Changes will take effect immediately because you mount ./ into the image as a volume. Because it's not done with ADD, you don't need to rebuild the image each time. We can use the generic node image because if we're not ADDing a directory and running the build commands, there's nothing our image will do differently than the official one.

How to keep changes inside a container on the host after a docker build?

I have a docker-compose dev stack. When I run, docker-compose up --build, the container will be built and it will execute
Dockerfile:
RUN composer install --quiet
That command will write a bunch of files inside the ./vendor/ directory, which is then only available inside the container, as expected. The also existing vendor/ on the host is not touched and, hence, out of date.
Since I use that container for development and want my changes to be available, I mount the current directory inside the container as a volume:
docker-compose.yml:
my-app:
volumes:
- ./:/var/www/myapp/
This loads an outdated vendor directory into my container; forcing me to rerun composer install either on the host or inside the container in order to have the up to date version.
I wonder how I could manage my docker-compose stack differently, so that the changes during the docker build on the current folder are also persisted on the host directory and I don't have to run the command twice.
I do want to keep the vendor folder mounted, as some vendors are my own and I like being able to modifiy them in my current project. So only mounting the folders I need to run my application would not be the best solution.
I am looking for a way to tell docker-compose: Write all the stuff inside the container back to the host before adding the volume.
You can run a short side container after docker-compose build:
docker run --rm -v /vendor:/target my-app cp -a vendor/. /target/.
The cp could also be something more efficient like an rsync. Then after that container exits, you do your docker-compose up which mounts /vendor from the host.
Write all the stuff inside the container back to the host before adding the volume.
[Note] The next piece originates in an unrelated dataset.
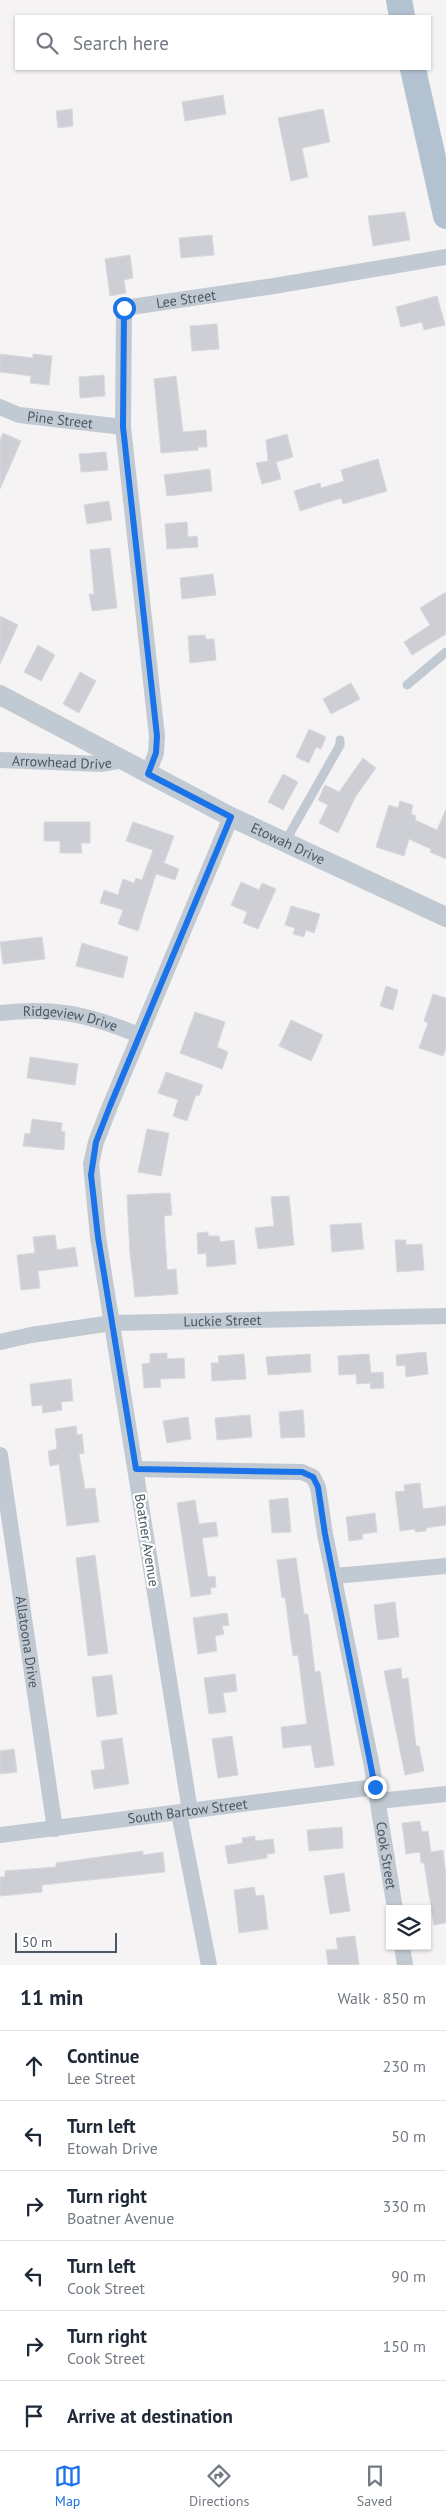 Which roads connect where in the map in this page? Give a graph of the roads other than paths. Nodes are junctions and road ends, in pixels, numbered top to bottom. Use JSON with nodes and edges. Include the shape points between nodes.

There isn't any way to do this directly, but there are a few options to do it as a second command.
as already suggested you can run a container and copy or rsync the files
use docker cp to copy the files out of a container (without using a volume)
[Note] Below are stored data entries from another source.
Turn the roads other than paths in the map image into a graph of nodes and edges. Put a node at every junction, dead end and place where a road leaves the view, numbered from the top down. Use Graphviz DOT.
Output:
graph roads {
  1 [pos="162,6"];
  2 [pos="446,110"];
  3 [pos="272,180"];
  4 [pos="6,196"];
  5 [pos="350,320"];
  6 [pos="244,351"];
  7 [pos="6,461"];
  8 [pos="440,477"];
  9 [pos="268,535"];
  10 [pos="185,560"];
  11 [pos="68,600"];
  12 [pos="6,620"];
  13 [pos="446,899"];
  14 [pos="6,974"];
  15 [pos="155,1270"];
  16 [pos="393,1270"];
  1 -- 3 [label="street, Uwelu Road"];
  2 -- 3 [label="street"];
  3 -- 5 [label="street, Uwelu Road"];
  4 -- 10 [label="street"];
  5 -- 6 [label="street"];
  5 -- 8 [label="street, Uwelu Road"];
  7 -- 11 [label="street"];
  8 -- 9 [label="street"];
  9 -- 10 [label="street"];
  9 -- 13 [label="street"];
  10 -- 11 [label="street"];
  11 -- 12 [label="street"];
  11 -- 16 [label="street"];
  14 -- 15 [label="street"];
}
use a tool like dobi (disclaimer: dobi is my own project) to automate these tasks. You can use one image to update vendor, and another image to run the application. That way updates are done on the host, but can be built into the final image. dobi takes care of skipping unnecessary operations when the artifact is still fresh (based on modified time of files or resources), so you never run unnecessary operations.

How to save config file inside a running container?
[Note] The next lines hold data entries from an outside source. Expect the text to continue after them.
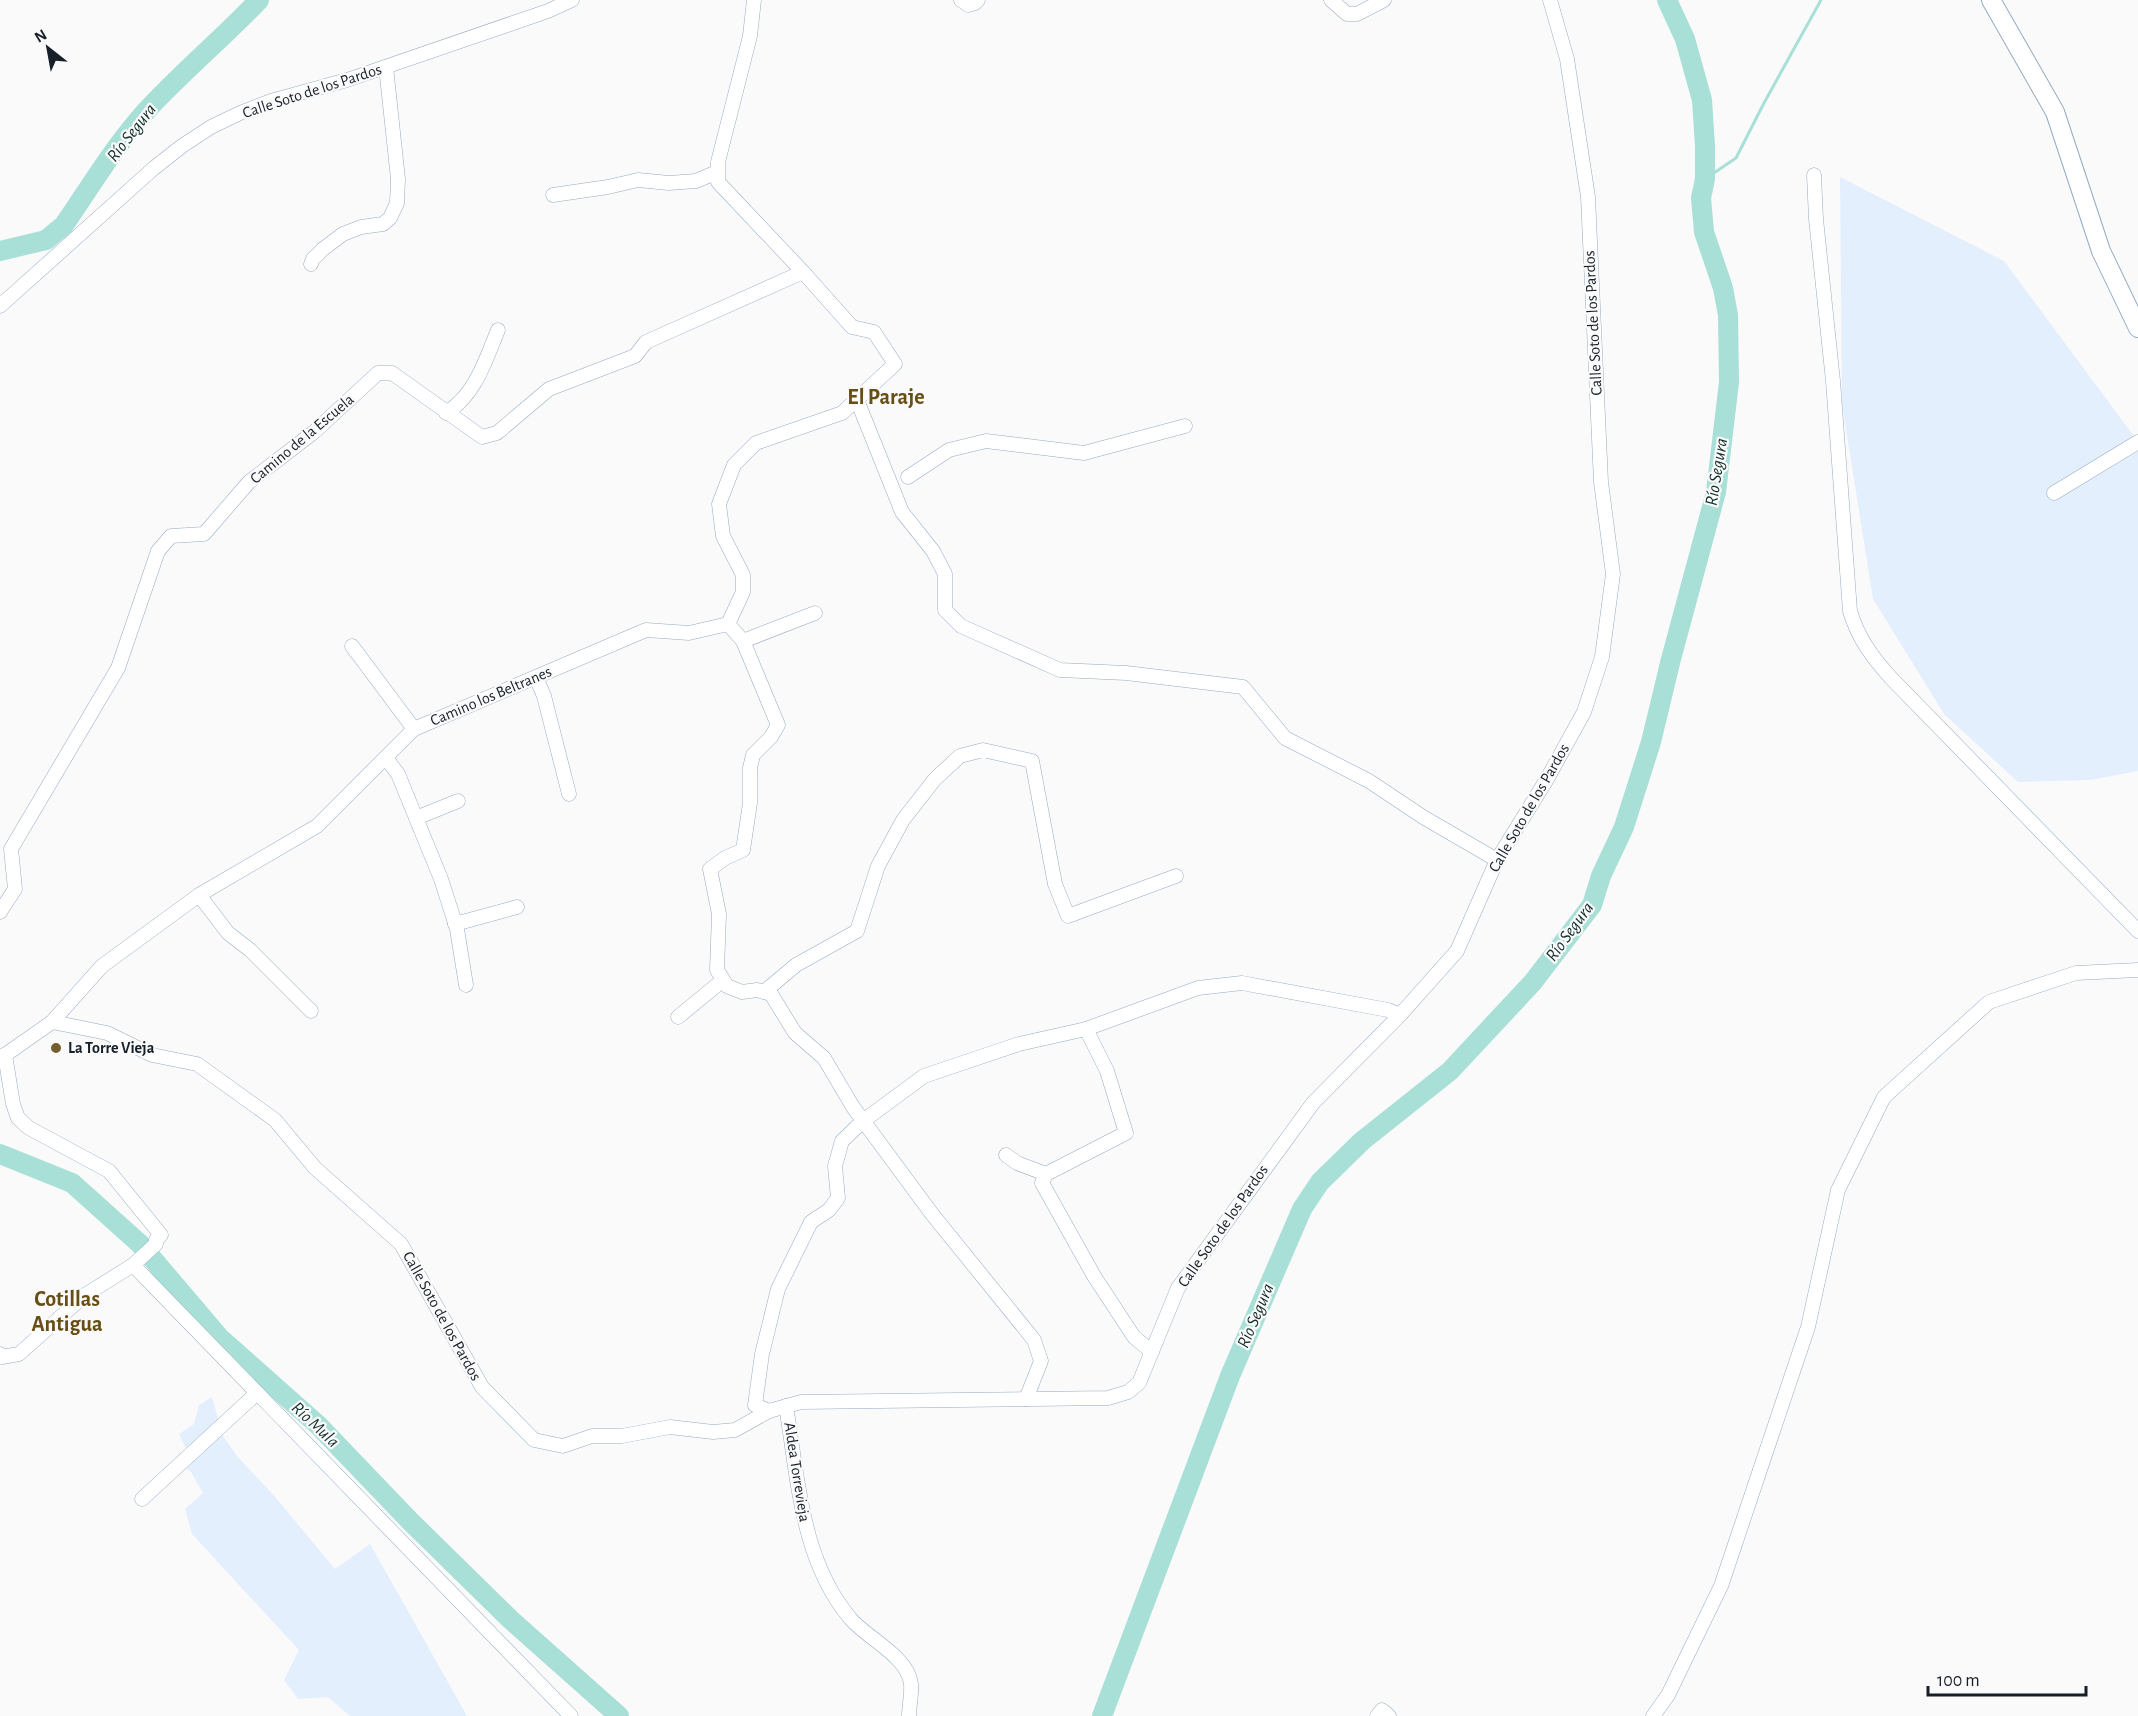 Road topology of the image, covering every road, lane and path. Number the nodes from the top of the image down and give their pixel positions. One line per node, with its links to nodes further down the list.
1 (572, 0): 9 (street, Calle Soto de los Pardos)
2 (754, 0): 10 (street)
3 (961, 0): 4 (street)
4 (978, 0)
5 (1331, 0): 6 (street)
6 (1384, 0)
7 (1550, 0): 34 (street, Calle Soto de los Pardos)
8 (1991, 0): 16 (main road)
9 (386, 67): 13 (street); 15 (street, Calle Soto de los Pardos)
10 (717, 172): 12 (street); 14 (street)
11 (1814, 175): 40 (street)
12 (553, 195)
13 (310, 264)
14 (803, 272): 18 (street); 19 (street, Camino de la Escuela)
15 (0, 306)
16 (2135, 317)
17 (498, 330): 19 (street)
18 (857, 400): 25 (street); 34 (street)
19 (446, 413): 38 (street, Camino de la Escuela)
20 (1185, 426): 22 (street)
21 (2138, 442): 23 (street)
22 (908, 477)
23 (2054, 494)
24 (815, 614): 26 (street)
25 (728, 624): 26 (street); 28 (street, Camino los Beltranes)
26 (743, 642): 42 (street)
27 (352, 646): 29 (street)
28 (536, 677): 29 (street, Camino los Beltranes); 31 (street)
29 (414, 729): 30 (street, Camino los Beltranes)
30 (386, 758): 33 (street); 36 (street, Camino los Beltranes)
31 (569, 794)
32 (458, 801): 33 (street)
33 (416, 818): 39 (street)
34 (1497, 860): 46 (street, Calle Soto de los Pardos)
35 (1176, 876): 44 (street)
36 (199, 895): 45 (street); 48 (street, Camino los Beltranes)
37 (517, 907): 39 (street)
38 (0, 912)
39 (455, 924): 43 (street)
40 (2138, 931)
41 (2138, 970): 66 (street)
42 (723, 980): 44 (street); 47 (street)
43 (466, 985)
44 (764, 992): 51 (street)
45 (311, 1011)
46 (1400, 1015): 49 (street); 55 (street, Calle Soto de los Pardos)
47 (678, 1017)
48 (52, 1022): 50 (street, Camino los Beltranes); 60 (street, Calle Soto de los Pardos)
49 (1086, 1029): 51 (street); 53 (street)
50 (2, 1056): 54 (street)
51 (863, 1121): 58 (street); 60 (street)
52 (1006, 1155): 53 (street)
53 (1046, 1174): 55 (street)
54 (133, 1265): 56 (street); 57 (street)
55 (1152, 1352): 58 (street, Calle Soto de los Pardos)
56 (0, 1354)
57 (257, 1393): 61 (street); 62 (street)
58 (1026, 1399): 59 (street, Calle Soto de los Pardos)
59 (786, 1406): 60 (street, Calle Soto de los Pardos); 63 (street, Aldea Torrevieja)
60 (769, 1411)
61 (142, 1499)
62 (571, 1716)
63 (909, 1716)
64 (1377, 1716): 65 (street)
65 (1389, 1716)
66 (1653, 1716)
I am new to docker. I want to run tinyproxy within docker. Here is the image I used to create a docker container: "https://hub.docker.com/r/dtgilles/tinyproxy/".
For some unknown reason, when I mount the log file to the host machine, I can see the .conf file, but I can't see log file and the proxy server seems doesn't work.
Here is the command I tried:
docker run -v $(pwd):/logs -p 8888:8888 -d --name tiny
dtgilles/tinyproxy
If I didn't mount the file, then every time when run a container, I need to change its config file inside container.
Does anyone has any ideas about saving the changes in container?
Question
How to save a change committed by/into a container?
Answer
The command docker commit creates a new image from a container's changes (from the man page).
Best Practice
You actually should not do this to save a configuration file. A Docker image is supposed to be immutable. This increases sharing, and image customization through mounted volume.
What you should do is create the configuration file on the host and share it at through parameters with docker run. This is done by using the option -v|--volume. Check the man page, you'll then be able to share files (or directories) between host and containers allowing to persists the data through different runs.